The answer for the OP is "yes" for the most part, but embedded content does require more resolutions in general. A complication to consider is when multiple websites under different domains are hosted on a single server, which is common with shared hosting services. In that case, just typing in an IP address won't tell the server enough information to give the right content.--Jasper Deng (talk) 17:38, 14 November 2016 (UTC)[reply]
Where in the HTTP protocol does a server have the ability to tell a client to use a specific DNS? That is an absolute requirement for a website to have its own DNS. I am NOT referring to a web server having a configured DNS. I am referring to a website having a DNS that is attached to that website and if that DNS goes down, then the website is unreachable. I am not referring to function. I am referring to response. Without DNS, the website will not respond. Without that, I can use whatever I DNS that I like to access any website that is listed in the DNS of my choosing. I can even run DNS on my own computer. If you feel the need to claim that "somesite.com" has a requirement that a specific DNS be used, then prove it.

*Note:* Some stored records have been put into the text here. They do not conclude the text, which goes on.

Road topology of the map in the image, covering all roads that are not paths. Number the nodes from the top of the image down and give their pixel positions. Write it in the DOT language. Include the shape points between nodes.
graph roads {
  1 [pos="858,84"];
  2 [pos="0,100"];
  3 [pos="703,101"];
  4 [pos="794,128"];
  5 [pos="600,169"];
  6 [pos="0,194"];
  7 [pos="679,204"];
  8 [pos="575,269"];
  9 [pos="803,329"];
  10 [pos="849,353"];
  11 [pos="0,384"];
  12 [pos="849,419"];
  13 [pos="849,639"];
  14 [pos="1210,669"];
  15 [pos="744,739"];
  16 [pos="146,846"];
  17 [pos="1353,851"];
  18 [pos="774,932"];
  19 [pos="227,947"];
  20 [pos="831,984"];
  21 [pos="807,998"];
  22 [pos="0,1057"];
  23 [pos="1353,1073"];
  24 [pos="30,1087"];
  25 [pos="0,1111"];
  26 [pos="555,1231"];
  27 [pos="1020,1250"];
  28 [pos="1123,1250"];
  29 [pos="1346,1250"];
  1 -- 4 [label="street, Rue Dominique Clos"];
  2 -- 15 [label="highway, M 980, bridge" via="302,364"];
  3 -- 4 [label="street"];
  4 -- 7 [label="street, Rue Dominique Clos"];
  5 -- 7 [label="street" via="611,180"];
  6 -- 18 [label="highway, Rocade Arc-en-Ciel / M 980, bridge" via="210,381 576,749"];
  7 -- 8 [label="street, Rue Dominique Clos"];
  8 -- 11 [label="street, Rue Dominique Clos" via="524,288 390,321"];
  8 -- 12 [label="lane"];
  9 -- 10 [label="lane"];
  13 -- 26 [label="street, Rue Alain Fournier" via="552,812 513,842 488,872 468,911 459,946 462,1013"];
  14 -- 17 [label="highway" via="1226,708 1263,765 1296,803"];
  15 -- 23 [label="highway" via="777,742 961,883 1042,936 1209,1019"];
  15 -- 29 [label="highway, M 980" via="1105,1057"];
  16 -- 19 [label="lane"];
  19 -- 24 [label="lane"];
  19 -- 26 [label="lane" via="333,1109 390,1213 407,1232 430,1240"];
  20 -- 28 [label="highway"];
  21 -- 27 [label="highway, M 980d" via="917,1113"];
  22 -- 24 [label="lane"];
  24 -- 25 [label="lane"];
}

The only remotely reasonable claim made is that if a DoS attack lasts an extremely long time, an entry in a DNS database might expire. But, what happens when an entry expires? Is it deleted? Not in any DNS servers that I maintain. They make a request for updates. Under a DoS attack, the request for update will go unfulfilled and the existing DNS entry will be retained until the next expiration. That is how DNS databases hold DNS entries for websites that don't exist with domain names that aren't registered to anyone. They simply retain the expired IP until (usually) the original registrar sends out a change to point them to some sort of "get domain names here" advertisement page. Do you have proof that the standard for DNS is to haphazardly delete all entries when they expire?
Finally: This is not some sort of scholarpedia. Bringing up qualifications is vulgar and unwanted. You do not know my qualifications and I do not know yours, other than your expertise in ad hominem. 209.149.113.4 (talk) 18:29, 14 November 2016 (UTC)[reply]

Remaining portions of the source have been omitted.